Similar studies2–3 utilizing other imaging techniques in
normal subjects have shown that although women have smaller pharynges
when seated, on recumbency the differences between men and women
disappear. The current study population, because they were a group of
patients at risk for OSA, were more obese than patients in prior
studies (mean body mass index [BMI] > 33
kg/m2). The authors showed that although the
women had higher BMIs and smaller pharynges than the men, they had less
severe OSA. Additionally, the size of the pharynx (< 3.2
cm2) correlated with the severity of OSA
only in men. This article suggests there is something
inherently different about the properties of the upper airway in men
compared to women.
Collapsibility of the upper airway depends on its size, the surrounding
muscle tone, and the characteristics of the tissue. All of these are
interrelated: if the muscles that surround and dilate the airway tone
are lax, the airway will narrow; if there is an increased amount of fat
in surrounding tissues, the airway may be compressed. Other studies
have investigated the gender differences related to muscle tone in the
upper airway.4–5 Upper-airway resistance increases with
sleep onset, and this results in a reduction in minute ventilation.

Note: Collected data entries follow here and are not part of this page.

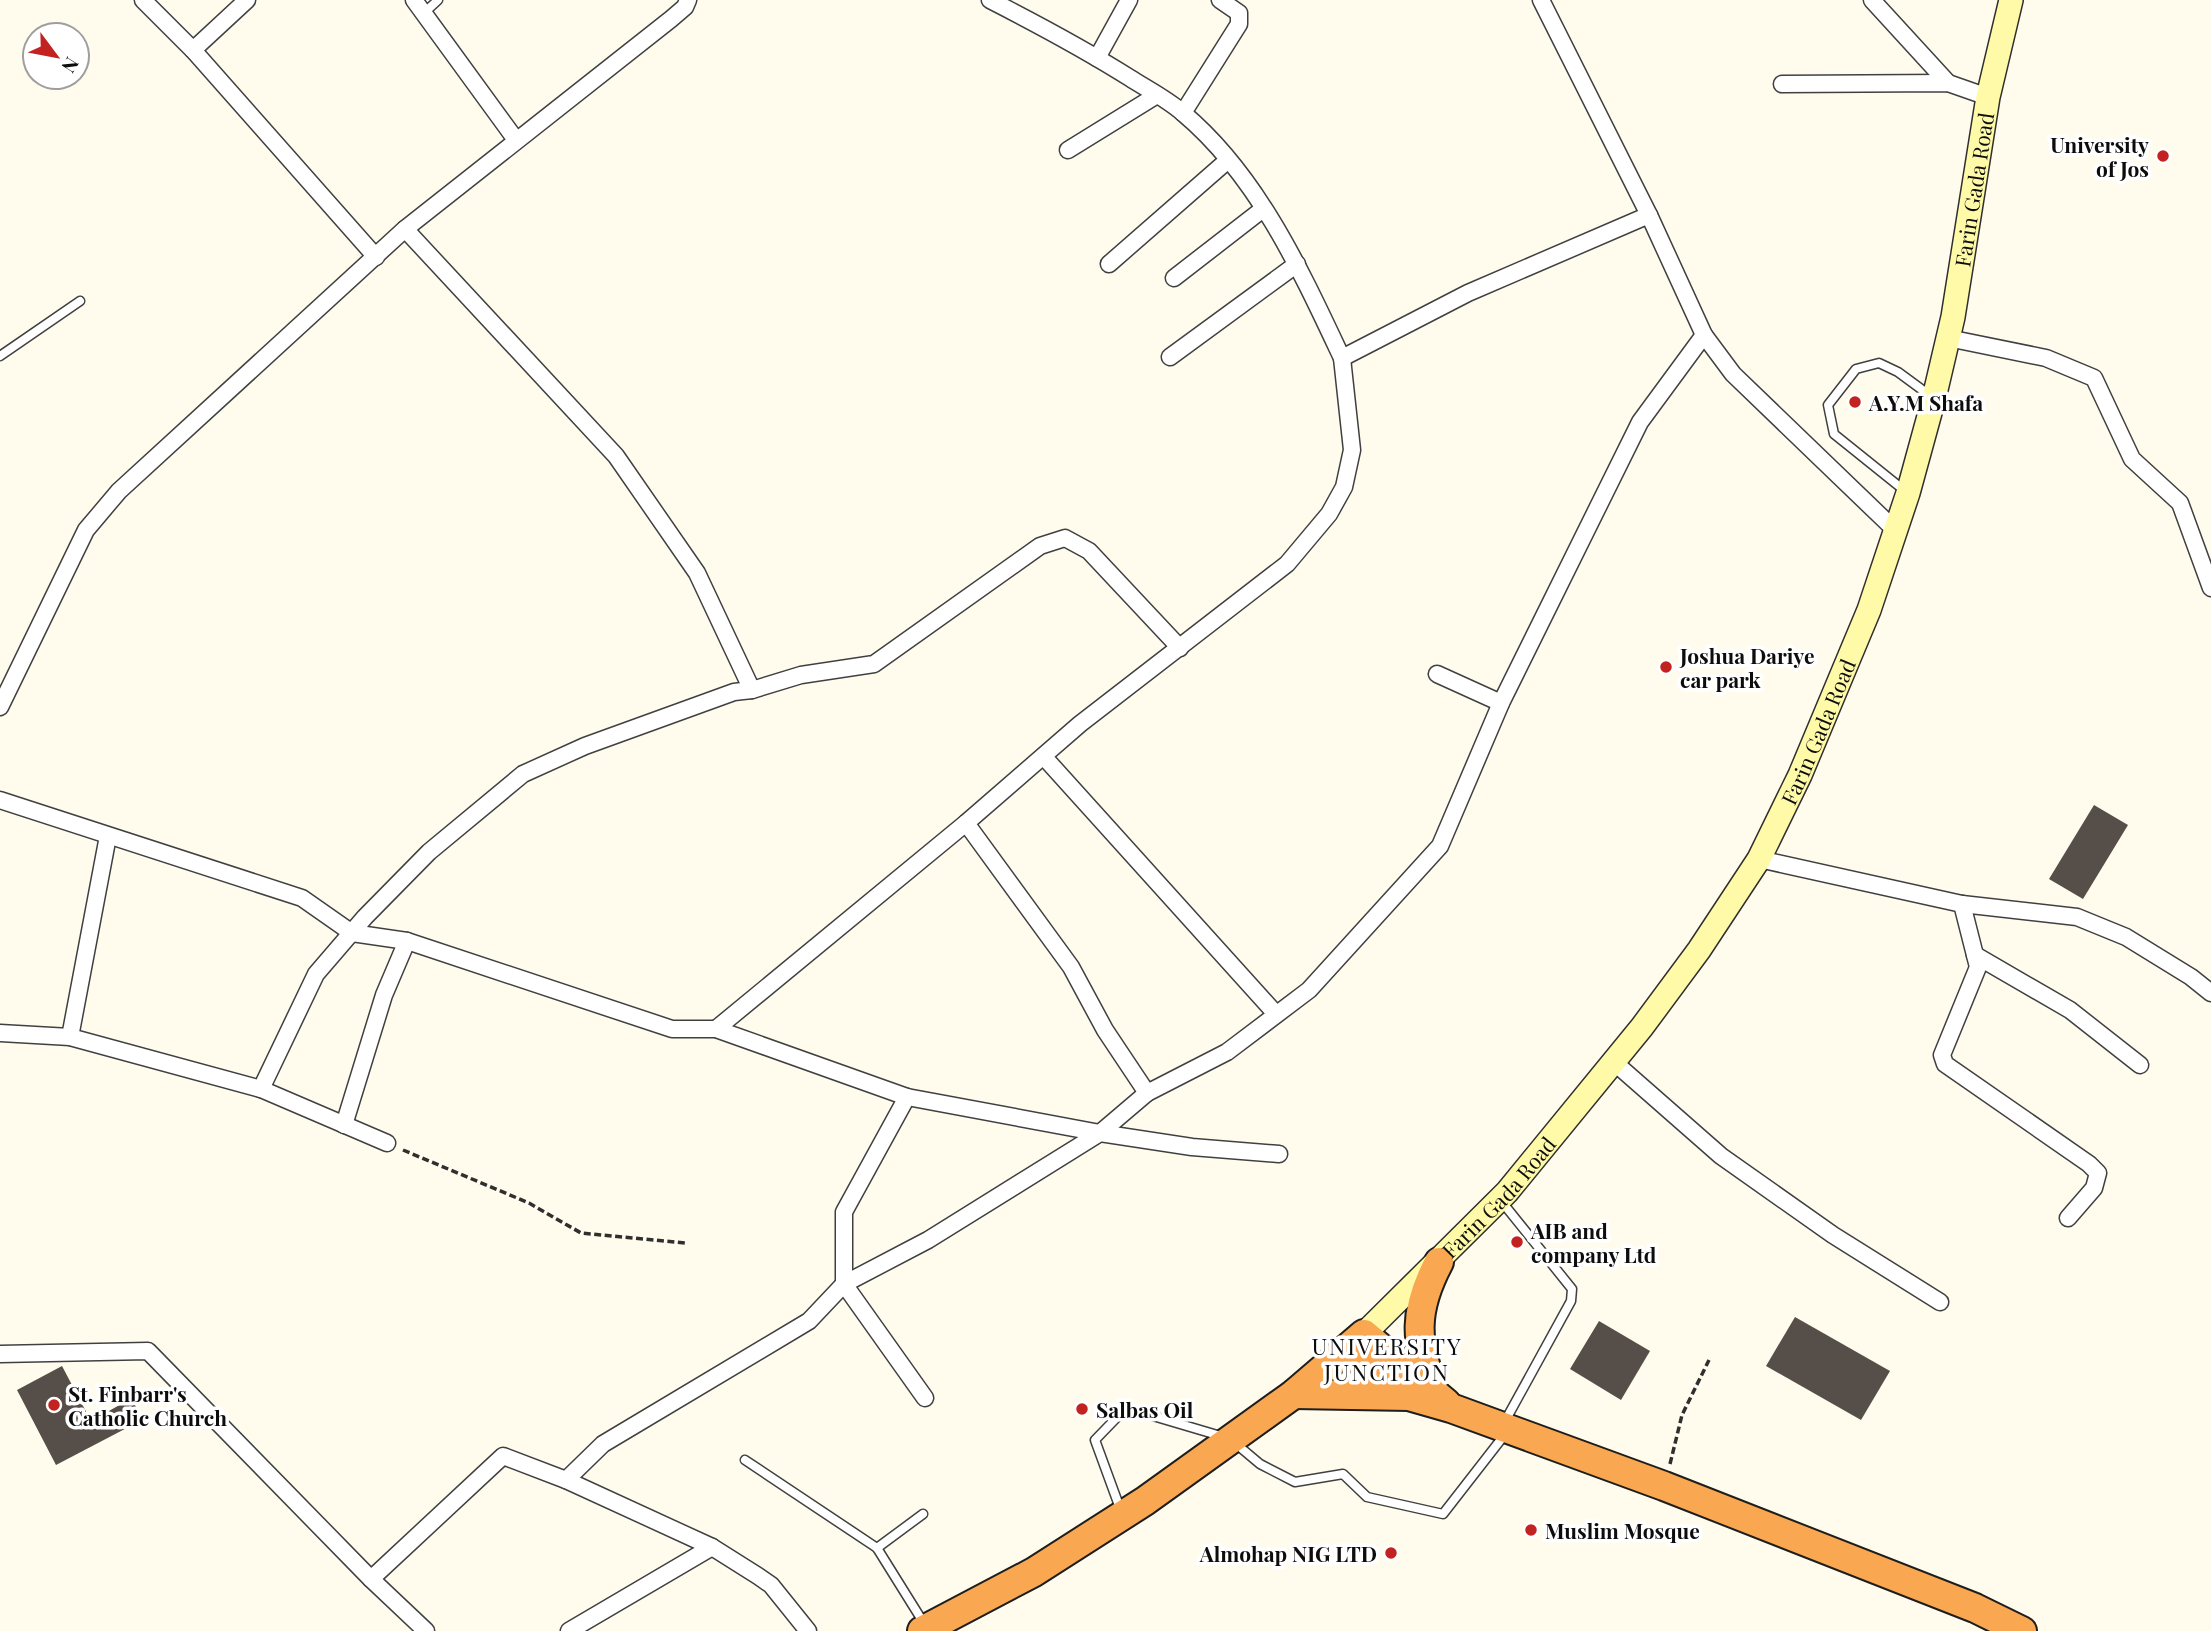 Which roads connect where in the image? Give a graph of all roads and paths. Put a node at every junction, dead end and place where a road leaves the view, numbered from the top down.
1 (144, 0) edge
2 (247, 0) edge
3 (439, 0) edge
4 (688, 0) edge
5 (989, 0) edge
6 (1129, 0) edge
7 (1220, 0) edge
8 (1541, 0) edge
9 (1872, 0) edge
10 (2011, 0) edge
11 (419, 6) edge
12 (193, 50) junction
13 (1097, 58) junction
14 (1948, 83) junction
15 (1782, 84) dead end
16 (1157, 95) junction
17 (1988, 97) junction
18 (1183, 113) junction
19 (516, 140) junction
20 (1068, 150) dead end
21 (1228, 160) junction
22 (1263, 209) junction
23 (1649, 215) junction
24 (405, 229) junction
25 (376, 257) junction
26 (1109, 264) dead end
27 (1297, 264) junction
28 (1174, 278) dead end
29 (80, 301) dead end
30 (1704, 335) junction
31 (1948, 338) junction
32 (0, 356) edge
33 (1170, 356) dead end
34 (1342, 358) junction
35 (1934, 398) junction
36 (1908, 493) junction
37 (1895, 530) junction
38 (2211, 588) edge
39 (1180, 648) junction
40 (1437, 674) dead end
41 (752, 690) junction
42 (1501, 703) junction
43 (0, 707) edge
44 (1044, 757) junction
45 (0, 800) edge
46 (966, 823) junction
47 (108, 836) junction
48 (1759, 859) junction
49 (1962, 904) junction
50 (352, 933) junction
51 (407, 941) junction
52 (1975, 955) junction
53 (2211, 993) edge
54 (1276, 1014) junction
55 (716, 1029) junction
56 (0, 1033) edge
57 (69, 1037) junction
58 (1615, 1063) junction
59 (2140, 1065) dead end
60 (261, 1089) junction
61 (1147, 1093) junction
62 (907, 1097) junction
63 (344, 1125) junction
64 (1100, 1133) junction
65 (387, 1143) joint
66 (1279, 1154) dead end
67 (1500, 1199) junction
68 (2068, 1218) dead end
69 (686, 1243) dead end
70 (1439, 1262) junction
71 (844, 1283) junction
72 (1940, 1302) dead end
73 (1355, 1343) junction
74 (0, 1354) edge
75 (1709, 1360) dead end
76 (1294, 1394) junction
77 (925, 1398) dead end
78 (1431, 1398) junction
79 (1506, 1427) junction
80 (1229, 1438) junction
81 (745, 1460) dead end
82 (566, 1480) junction
83 (1664, 1486) junction
84 (923, 1514) dead end
85 (1123, 1516) junction
86 (712, 1547) junction
87 (877, 1548) junction
88 (371, 1578) junction
89 (926, 1630) edge
90 (426, 1631) edge
91 (569, 1631) edge
92 (808, 1631) edge
93 (2022, 1631) edge

1 - 12 street
2 - 12 street
3 - 11 lane
4 - 19 street
5 - 13 street
6 - 13 street
7 - 18 street
8 - 23 street
9 - 14 street
10 - 17 main road, Farin Gada Road
11 - 19 street
12 - 25 street
13 - 16 street
14 - 15 street
14 - 17 street
16 - 18 street
16 - 20 street
17 - 31 main road, Farin Gada Road
18 - 21 street
19 - 24 street
21 - 22 street
21 - 26 street
22 - 27 street
22 - 28 street
23 - 30 street
23 - 34 street
24 - 25 street
24 - 41 street
25 - 43 street
27 - 33 street
27 - 34 street
29 - 32 lane
30 - 37 street
30 - 42 street
31 - 35 main road, Farin Gada Road
31 - 38 street
34 - 39 street
35 - 36 main road, Farin Gada Road
35 - 36 lane
36 - 37 main road, Farin Gada Road
37 - 48 main road, Farin Gada Road
39 - 41 street
39 - 44 street
40 - 42 street
41 - 50 street
42 - 54 street
44 - 46 street
44 - 54 street
45 - 47 street
46 - 55 street
46 - 61 street
47 - 50 street
47 - 57 street
48 - 49 street
48 - 58 main road, Farin Gada Road
49 - 52 street
49 - 53 street
50 - 51 street
50 - 60 street
51 - 55 street
51 - 63 street
52 - 59 street
52 - 68 street
54 - 61 street
55 - 62 street
56 - 57 street
57 - 60 street
58 - 67 main road, Farin Gada Road
58 - 72 street
60 - 63 street
61 - 64 street
62 - 64 street
62 - 71 street
63 - 65 street
64 - 66 street
64 - 71 street
65 - 69 path
67 - 70 main road, Farin Gada Road
67 - 79 lane
70 - 73 main road, Farin Gada Road
70 - 78 highway
71 - 77 street
71 - 82 street
73 - 76 highway
73 - 78 highway
74 - 88 street
75 - 83 path
76 - 78 highway
76 - 80 highway
78 - 79 highway
79 - 80 lane
79 - 83 highway
80 - 85 highway
80 - 85 lane
81 - 87 lane
82 - 86 street
82 - 88 street
83 - 93 highway
84 - 87 lane
85 - 89 highway
86 - 91 street
86 - 92 street
87 - 89 lane
88 - 90 street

Awake genioglossus electromyelogram (EMG) activity in women may be
related to hormonal status (luteal vs follicular phase of the menstrual
cycle vs postmenopausal state), difference does not seem to affect
upper-airway resistance.4There appears to be no
significant difference in muscle tone in upper-airway dilators
(genioglossus and tensor veli palatini) between men and women during
sleep, although men have a higher upper-airway
resistance.5 Unfortunately, these studies were done in
normal subjects, so how this extrapolates to OSA patients is unclear.
Sex hormones have also been thought to influence the development of
OSA. A recent study by Bixler et al6showed that OSA was
much more prevalent in postmenopausal women who were not receiving
hormone replacement therapy (HRT), compared to postmenopausal women
receiving HRT or premenopausal women. HRT has also been shown to
decrease sleep-disordered breathing indexes (apnea/hypopnea index[
AHI]) in postmenopausal female patients.7Other
reports8–9 have shown that OSA is more prevalent in women
with androgen excess, for instance, polycystic ovary syndrome. New
onset of OSA developed in a woman who received exogenous
testosterone.9 This suggests testosterone may also play an
Other investigators have examined the surrounding tissue in the upper
airway. MRIs of the upper airway have shown differences between the
sexes; nonobese male subjects were shown to have more fat in their
necks compared to the rest of their bodies.10Another
study,11 looking specifically at physical examination
findings, showed that male patients with a narrowing of the lateral
pharyngeal walls and/or tonsil enlargement were at greater risk for
OSA, but no specific physical examination finding was predictive of OSA
in female subjects.
Polysomnography findings have also been shown to differ between men and
women with OSA. Not only do women have lower AHI results than men, most
of the difference in AHI between men and women occurs during nonrapid
eye movement (NREM) sleep. The AHI in patients during rapid eye
movement (REM) sleep is equal in men compared to women, suggesting that
whatever protects women from upper airway collapse in NREM sleep
disappears on entering REM sleep.12–13
Is there a common theme to explain the gender difference in OSA? The
size of the airway seems to make a difference in men, and this may be
an effect of a difference in muscle tone (lower in men) and tissue
characteristics (floppier in men). The difference in tone may be
abolished when REM sleep is entered, which would explain why the AHI
difference between men and women disappears in REM sleep.
Differences in tissue characteristics could not explain that change.
Clearly, further studies are needed to elaborate on the differences
between men and women. Identification of what protects women from more
severe OSA could potentially lead to new treatments. As stated in an
excerpt from Gray’s book1: “When you remember that men
are from Mars and women are from Venus, everything can be explained.”